Seit Juni läßt der Skandal um bezahlte Schleichwerbung der ARD keine Ruhe. Produzenten wurden öffentlich an den Pranger gestellt und entlassen, Filme in Windeseile umgeschnitten. Jetzt sagt der einstige Fernsehfilmchef des Saarländischen Rundfunks Martin Buchhorn, daß auch die davon wußten, die die Mißstände in den eigenen Häusern bisher verurteilten.

HÖRZU: Herr Buchhorn, Schleichwerbung ist in Deutschland verboten. Sie haben sie – wie offenbar viele andere auch – trotzdem betrieben. Sie sind ein Krimineller.

Martin Buchhorn: Wenn Sie das so sehen, dann sitzen überall in den öffentlichrechtlichen Sendern, in denen derartige „Etataufbesserungen“ übliche Praxis waren, Kriminelle, von der Redaktion und Produktion über die Direktoren, die Intendanten bis hin zu den Gremien. Die einen haben es getan, und die anderen haben es gewußt und gedeckt. Der Mitwisser wird am Ende zwar zur tragischen Figur. Das ändert juristisch nichts an seiner Mitschuld.

Schleichwerbung moralisch gerechtfertigt, um ein Spitzenprodukt herzustellen

HÖRZU: Warum ist Ihrer Meinung nach Schleichwerbung in Ordnung?

Buchhorn: Für mich ist Schleichwerbung erst einmal nur dann in Ordnung, wenn sie einzig und allein dem Film zugute kommt. Darüber hinaus halte ich Schleichwerbung dann für moralisch gerechtfertigt, wenn ich bei schwindenden Etats und steigenden Kosten nicht mehr weiß, wie ich – bei der mittlerweile großen Konkurrenz – ein Spitzenprodukt herstellen kann. Als wir nur ARD, ZDF und die Dritten hatten, waren wir die Kings. Da mußten uns alle sehen. Dann kamen die Privaten, die mit der Zeit auch in Sachen Film und Unterhaltung von ihrer Qualität her zu einer ernsthaften Konkurrenz wurden. Wir waren plötzlich noch mehr als zuvor zu technisch und optisch besserer Qualität verpflichtet. Mit den Mitteln, die wir damals hatten, ließ sich das bis dahin angebotene Niveau nicht mehr steigern.

HÖRZU: Sie wurden also vom Sender quasi zum Betteln bei Industrie und Wirtschaft genötigt.

Buchhorn: Das kann man sagen, ja.
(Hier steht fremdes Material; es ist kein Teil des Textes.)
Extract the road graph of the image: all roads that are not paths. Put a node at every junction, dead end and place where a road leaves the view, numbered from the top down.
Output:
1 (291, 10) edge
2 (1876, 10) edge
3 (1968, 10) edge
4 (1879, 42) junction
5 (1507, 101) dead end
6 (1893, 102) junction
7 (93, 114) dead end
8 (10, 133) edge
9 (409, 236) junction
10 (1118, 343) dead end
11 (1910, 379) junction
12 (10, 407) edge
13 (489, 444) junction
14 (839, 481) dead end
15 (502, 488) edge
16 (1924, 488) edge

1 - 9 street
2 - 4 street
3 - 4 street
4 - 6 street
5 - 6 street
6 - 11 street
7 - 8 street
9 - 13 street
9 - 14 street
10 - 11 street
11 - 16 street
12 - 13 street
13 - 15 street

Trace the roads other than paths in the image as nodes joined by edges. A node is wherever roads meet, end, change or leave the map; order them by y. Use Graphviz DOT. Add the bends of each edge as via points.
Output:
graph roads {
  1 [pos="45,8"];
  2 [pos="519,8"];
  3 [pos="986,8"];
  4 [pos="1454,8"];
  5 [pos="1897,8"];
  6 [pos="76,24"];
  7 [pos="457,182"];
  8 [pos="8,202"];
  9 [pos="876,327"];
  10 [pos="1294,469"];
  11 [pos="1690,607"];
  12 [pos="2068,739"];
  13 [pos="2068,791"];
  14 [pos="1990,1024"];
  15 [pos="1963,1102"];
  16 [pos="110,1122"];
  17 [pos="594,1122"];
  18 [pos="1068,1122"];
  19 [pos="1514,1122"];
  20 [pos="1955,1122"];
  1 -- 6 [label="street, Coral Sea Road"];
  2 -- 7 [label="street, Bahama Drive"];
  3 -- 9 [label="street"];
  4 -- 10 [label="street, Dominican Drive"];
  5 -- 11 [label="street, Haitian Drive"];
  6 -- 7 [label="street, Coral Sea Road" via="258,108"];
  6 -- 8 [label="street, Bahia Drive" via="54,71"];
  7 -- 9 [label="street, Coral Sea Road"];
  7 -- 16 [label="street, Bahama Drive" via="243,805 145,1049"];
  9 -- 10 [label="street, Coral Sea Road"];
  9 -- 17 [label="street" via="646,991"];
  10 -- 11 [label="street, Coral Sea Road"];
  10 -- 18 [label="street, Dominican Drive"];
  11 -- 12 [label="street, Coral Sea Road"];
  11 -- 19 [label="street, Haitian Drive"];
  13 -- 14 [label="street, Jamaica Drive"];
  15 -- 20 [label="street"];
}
Jedoch haben alle dem gleichen Ziel gedient: fehlendes Geld für Filme aufzutreiben. Uns sind die Vorschriften über die strikte „Trennung von Werbung und Programm“ sehr bewußt. Dennoch: Die Darstellung von „Dingen des täglichen Lebens“ im Fernsehen ist erlaubt, sonst könnte es keine aktuelle Berichterstattung, keine Dokumentarfilme und ähnliches geben. Die Öffentlich-Rechtlichen dürfen aber im Zusammenhang mit Schleichwerbung keine direkten Kontakte zu Wirtschaft und Industrie haben. Daher beschließt man über Agenturen oder Verbände Kooperationen. Diese Agenturen verdienen sehr gut. Die Frage war also: Verzichten wir aus Kostengründen auf einen tollen Stoff, oder finden wir zusätzliche Geldquellen? Wir haben auf diese Weise außerdem geholfen, die Rundfunkgebühren im Rahmen zu halten. Wir haben die Qualität der Filme gesteigert. Und wir haben unsere Zuschauer gehalten. Währenddessen haben die öffentlich-rechtlichen Anstalten seit den 80er Jahren immer häufiger in nicht immer sinnvolle Neubauten und Umstrukturierungsmaßnahmen investiert. Dabei ging dem Programm viel Geld verloren. Und das mußte – wenigstens teilweise – irgendwo anders herkommen. Und da die Fernsehleute in der Regel auch Kinofilme mitproduzieren, sind ihnen die anderen Finanzquellen bekannt gewesen.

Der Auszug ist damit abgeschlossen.